Assuming your selling skills are well honed and you've got buy-in, the first thing the Scrum Master will do is decide how much time to allocate to the innovation spike. Don't over-engineer this. Lets assume we have a team 9 people that has a velocity 45. The Scrum Master decides to allocate two resources to the innovation spike. The allocation of resources to a spike should be managed as well. The selection should be open and transparent and an all inclusive rotation should be established. The Scrum Master will then create a User Story titled "Innovation Spike" for the sprint with a story point estimate of 10 points. The estimate is calculated by dividing the team's velocity by each resource's average contribution to the velocity. This approach will keep the team's sprint to sprint velocity consistent.
So in review, here are three proposed ways of managing innovation with Scrum
- Informally
- Innovation Days
- Innovation Spikes
That's great you might say. But what do we do with the cool new code, prototype, mock-up, or whatever that gets produced as a result of the innovation. Just check it in, right? WRONG! The result of the innovation may be completely throw away. It needs to make its way into the product using the prescriptive process. Its evaluated in the context of the other items of the backlog. The Product Owner makes an explicit decision to move it into a sprint. Appropriate User Stories, Unit Tests, and Acceptance Tests are built, it's coded, and finally accepted into the sprint/product.

John:
Interesting ideas. Your statement from the post "In my 20 years building software I have seen most interesting innovation come from the individual, not the team.", made think of a book I just read on innovation in making films. It was the individuals with a vision that drove changes to the Hollywood system and ended the reign of the system that had controlled film making for decades.

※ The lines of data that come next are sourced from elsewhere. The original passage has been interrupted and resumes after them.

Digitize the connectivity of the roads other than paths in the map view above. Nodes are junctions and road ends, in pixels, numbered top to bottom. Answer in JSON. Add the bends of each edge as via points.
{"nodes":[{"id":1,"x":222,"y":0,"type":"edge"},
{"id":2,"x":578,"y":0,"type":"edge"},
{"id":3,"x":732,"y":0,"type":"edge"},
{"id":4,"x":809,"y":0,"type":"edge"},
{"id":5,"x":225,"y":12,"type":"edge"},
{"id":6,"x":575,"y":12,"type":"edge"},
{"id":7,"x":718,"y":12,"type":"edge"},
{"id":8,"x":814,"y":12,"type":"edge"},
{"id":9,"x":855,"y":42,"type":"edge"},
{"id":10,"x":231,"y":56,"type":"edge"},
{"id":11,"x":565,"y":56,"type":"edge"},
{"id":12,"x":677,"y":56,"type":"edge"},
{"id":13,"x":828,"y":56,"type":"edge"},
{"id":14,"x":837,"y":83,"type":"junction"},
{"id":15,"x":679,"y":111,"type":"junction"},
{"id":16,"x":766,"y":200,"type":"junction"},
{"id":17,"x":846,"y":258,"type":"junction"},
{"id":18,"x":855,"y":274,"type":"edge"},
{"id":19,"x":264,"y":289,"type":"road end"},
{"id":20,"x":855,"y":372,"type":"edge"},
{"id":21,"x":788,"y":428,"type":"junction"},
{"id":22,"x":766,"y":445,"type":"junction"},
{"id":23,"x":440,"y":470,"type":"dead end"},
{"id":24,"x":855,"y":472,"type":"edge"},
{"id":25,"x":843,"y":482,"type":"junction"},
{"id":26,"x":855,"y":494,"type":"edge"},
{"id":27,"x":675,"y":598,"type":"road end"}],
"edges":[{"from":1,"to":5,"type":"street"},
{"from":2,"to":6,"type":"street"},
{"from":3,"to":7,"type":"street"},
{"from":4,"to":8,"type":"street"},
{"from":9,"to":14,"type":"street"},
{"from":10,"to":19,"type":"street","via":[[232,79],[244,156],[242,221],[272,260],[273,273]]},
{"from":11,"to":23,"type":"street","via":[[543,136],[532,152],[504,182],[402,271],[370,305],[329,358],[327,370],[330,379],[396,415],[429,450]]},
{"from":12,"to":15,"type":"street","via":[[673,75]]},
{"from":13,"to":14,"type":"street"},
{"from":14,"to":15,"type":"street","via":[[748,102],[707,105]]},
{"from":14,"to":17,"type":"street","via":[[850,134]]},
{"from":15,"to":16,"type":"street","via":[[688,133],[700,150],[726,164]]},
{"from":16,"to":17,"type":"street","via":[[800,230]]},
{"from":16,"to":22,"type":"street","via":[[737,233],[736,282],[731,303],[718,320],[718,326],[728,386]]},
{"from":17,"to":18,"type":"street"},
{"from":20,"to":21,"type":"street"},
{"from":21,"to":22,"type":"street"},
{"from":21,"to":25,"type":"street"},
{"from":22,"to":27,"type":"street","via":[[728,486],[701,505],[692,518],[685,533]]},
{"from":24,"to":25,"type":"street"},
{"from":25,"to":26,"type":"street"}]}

The traditional film 'developers' adhered to knowing exactly what the film would look like before a single dollar was spent and created elaborate spreadsheets, story boards and project plans to attempt to accurately and rigidly control the production process.
The innovators were the ones that broke this mold; maintaining that much of the story (application?) could not be fully understood until the process itself began to unfold. By driving forward with a singular vision and relinquishing the top-down control resulted in much greater creativity from all the individuals involved in the creation of the films. Again the analogy holds; developers and testers are far more creative in an Agile process that is both guided by a vision but also enables them to make significant contributions as opposed to a tightly controlled design process that results in developers being 'mere coders'.
This new approach drove the studio (waterfall?) people crazy, but the ones that persisted against the system made the movies "Bonny and Clyde", "The Graduate" and "In The Heat of the Night", all Oscar nominated and multiple award winners. From that year on (1968) film production changed forever and laid the groundwork for what we now call Independent Film.